While installing an IBS system, managing system procurement is a key task for the operators. The implementing body needs to define vendor equipment specifications, performance guarantees and construction requirements; prepare the request for quotes (RfQs) and distribute it to qualified vendors; conduct vendor site inspection and receive RfQ responses; and create recommendation reports for the client as well as finalise a vendor for the project. Other key aspects for extending wireless solutions within a premises include efficient management, installation and integration of new equipment with the existing assets of a company. Operators are also required to verify interconnecting links within a premises and configure access points before deploying IBS solutions besides conducting test trials within the building premises. Further, the operator must supervise vendor tests to ensure system performance, certify vendor system security demonstration, and conduct independent operational verification tests along with clients. The service provider is also responsible for reviewing and certifying the installation work carried out by the vendor, and submitting a final project report to the client, thereby facilitating the final payment to be made to the vendor.

In addition, service providers must take into account the layout as well as the architecture of a premises to ensure smooth execution of an IBS project and accordingly change the project’s workflow as per the requirement.

The key factors that an implementing agency needs to consider while providing IBS coverage at premises such as hospitals, college campuses, manufacturing sites, corporate offices and airports include work hour restrictions and the validation of facility drawings and fibre maps. For example, while extending IBS coverage in a hospital, an operator needs to ensure that the solutions to be deployed meet the coverage requirements in operation theatres, boiler rooms, etc. Similarly, at airports, the necessary security clearances for carrying out drilling and installation work in sensitive zones must be obtained before commencing the project.

 Common business models

Carrier/Operator-based model: Under this traditional business model, the operator bears the total cost of an IBS project. The service provider is solely responsible for equipment, and cabling and other installation expenses. Such a model ensures customer retention for an operator by minimising client churn and leads to a long-term relationship with the client, in turn ensuring a steady flow of revenues.

 Enterprise-led model: Global organisations such as Google and the Sears Holdings Corporation have implemented IBS solutions through the enterprise-led model by funding the infrastructure costs. Under this model, enterprises pay for the equipment, cabling and installation works  while operators provide connectivity through technologies such as RF. Since it is the enterprise that funds the project, there is no long-term association with any service provider. In fact, for connectivity support, organisations depend upon a minimum of two service providers.

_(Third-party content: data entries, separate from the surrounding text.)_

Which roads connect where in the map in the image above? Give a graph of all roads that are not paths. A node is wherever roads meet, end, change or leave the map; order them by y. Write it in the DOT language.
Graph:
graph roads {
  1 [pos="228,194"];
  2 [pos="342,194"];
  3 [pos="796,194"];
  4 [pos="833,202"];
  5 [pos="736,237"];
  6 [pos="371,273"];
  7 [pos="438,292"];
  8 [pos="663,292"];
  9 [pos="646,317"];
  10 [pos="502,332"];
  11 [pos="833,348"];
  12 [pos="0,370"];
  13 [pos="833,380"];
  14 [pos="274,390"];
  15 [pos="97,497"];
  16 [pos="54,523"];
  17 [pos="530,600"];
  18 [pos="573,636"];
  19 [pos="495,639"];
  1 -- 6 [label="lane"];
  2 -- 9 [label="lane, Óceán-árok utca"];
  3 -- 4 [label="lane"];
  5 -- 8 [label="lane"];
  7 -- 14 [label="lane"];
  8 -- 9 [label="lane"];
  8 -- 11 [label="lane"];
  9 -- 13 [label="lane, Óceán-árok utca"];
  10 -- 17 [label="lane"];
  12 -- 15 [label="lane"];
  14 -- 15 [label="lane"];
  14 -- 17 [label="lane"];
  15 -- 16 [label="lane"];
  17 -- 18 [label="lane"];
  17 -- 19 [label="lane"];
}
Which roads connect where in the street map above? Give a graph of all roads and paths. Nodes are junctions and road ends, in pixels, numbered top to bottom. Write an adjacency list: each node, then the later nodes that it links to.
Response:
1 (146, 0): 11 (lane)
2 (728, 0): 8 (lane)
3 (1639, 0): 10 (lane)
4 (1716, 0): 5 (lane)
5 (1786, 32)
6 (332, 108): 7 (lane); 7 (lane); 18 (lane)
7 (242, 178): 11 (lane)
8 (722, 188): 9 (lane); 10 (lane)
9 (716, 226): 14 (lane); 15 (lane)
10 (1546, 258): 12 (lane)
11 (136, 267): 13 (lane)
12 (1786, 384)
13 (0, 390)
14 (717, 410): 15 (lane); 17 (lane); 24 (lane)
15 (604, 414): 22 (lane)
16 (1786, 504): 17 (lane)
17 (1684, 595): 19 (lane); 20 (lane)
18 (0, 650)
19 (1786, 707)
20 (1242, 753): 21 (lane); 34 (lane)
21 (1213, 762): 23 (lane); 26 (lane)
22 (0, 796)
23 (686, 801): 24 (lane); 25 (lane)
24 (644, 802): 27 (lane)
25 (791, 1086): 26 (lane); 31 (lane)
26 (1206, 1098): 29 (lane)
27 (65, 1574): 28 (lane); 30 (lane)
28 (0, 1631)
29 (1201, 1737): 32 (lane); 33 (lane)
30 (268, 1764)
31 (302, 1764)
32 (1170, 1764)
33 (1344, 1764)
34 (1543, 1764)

Neutral host model: This business model entails the client acting as a neutral host and incurring the capex for a project. The client is responsible for adding technical value to the project and bears all performance-related risks. Under the neutral host model, building owners have no say in the deployment of additional infrastructure. The ownership of the wireless assets lies with the host who benefits from recurring revenue by leasing the created assets to other service providers. Airports worldwide adopt such a model for providing seamless connectivity to travellers.

Quality of service is an important differentiator for operators for delivering wireless services to users. Therefore, they are responsible for optimising these services at the clients’ premises in a cost-effective manner.